### [Work instruction]
If a line in the listing below contains "hand", return that line.

### [Task data]
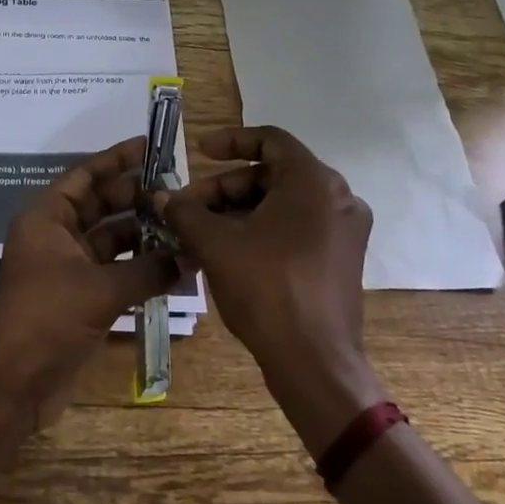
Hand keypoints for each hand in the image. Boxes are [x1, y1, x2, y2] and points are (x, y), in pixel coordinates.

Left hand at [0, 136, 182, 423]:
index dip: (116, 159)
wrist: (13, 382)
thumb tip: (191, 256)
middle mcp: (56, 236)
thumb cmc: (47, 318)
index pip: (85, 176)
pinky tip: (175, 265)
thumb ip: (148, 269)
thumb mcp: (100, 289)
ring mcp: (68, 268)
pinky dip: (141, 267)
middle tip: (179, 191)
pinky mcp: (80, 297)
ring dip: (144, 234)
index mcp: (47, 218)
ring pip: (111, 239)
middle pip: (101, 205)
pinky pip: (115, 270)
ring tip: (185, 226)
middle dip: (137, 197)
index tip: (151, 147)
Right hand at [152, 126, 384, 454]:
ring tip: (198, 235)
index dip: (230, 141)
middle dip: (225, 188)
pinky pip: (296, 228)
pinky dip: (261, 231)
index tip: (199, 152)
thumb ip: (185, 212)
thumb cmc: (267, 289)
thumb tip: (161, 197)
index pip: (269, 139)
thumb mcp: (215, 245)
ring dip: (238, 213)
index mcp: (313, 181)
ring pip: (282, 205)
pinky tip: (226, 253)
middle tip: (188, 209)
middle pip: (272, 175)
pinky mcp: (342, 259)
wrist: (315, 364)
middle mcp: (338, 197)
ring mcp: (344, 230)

---

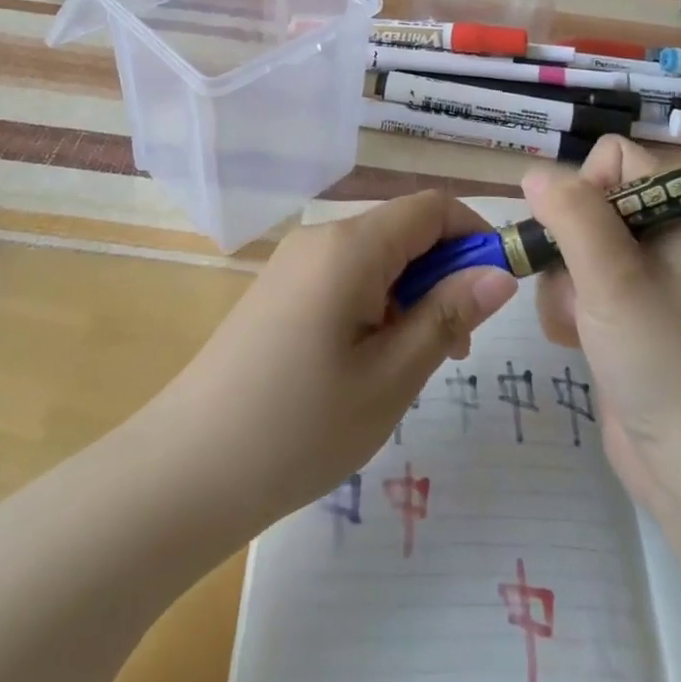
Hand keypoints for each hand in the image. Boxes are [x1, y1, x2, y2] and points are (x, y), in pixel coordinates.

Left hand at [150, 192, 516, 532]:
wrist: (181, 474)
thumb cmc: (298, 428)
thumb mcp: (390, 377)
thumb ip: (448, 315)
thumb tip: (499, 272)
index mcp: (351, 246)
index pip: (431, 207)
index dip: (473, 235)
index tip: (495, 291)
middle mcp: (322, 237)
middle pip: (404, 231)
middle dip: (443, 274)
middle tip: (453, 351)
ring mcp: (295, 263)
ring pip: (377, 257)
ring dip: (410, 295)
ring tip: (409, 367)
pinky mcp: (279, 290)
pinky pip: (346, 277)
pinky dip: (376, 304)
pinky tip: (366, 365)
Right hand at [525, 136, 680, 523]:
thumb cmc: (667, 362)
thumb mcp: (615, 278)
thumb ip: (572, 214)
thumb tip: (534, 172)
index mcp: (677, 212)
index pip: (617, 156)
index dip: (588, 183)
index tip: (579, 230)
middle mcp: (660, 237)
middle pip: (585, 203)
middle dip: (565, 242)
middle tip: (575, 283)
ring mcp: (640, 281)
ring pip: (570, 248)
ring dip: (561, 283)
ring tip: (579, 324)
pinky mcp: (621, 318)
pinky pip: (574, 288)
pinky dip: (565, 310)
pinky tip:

### [Exercise answer]
Hand keypoints for each hand in the image. Boxes are [x1, y1, x2, y2] and points are (x, y), in pixel coordinates.
Left hand at [0, 136, 182, 423]:
Right hand at [152, 126, 384, 454]:
Hand keypoints for each hand in the image. Boxes are [x1, y1, x2, y2] and points are (x, y), in pixel coordinates.
Left hand at [150, 192, 516, 532]:
Right hand at [525, 136, 680, 523]:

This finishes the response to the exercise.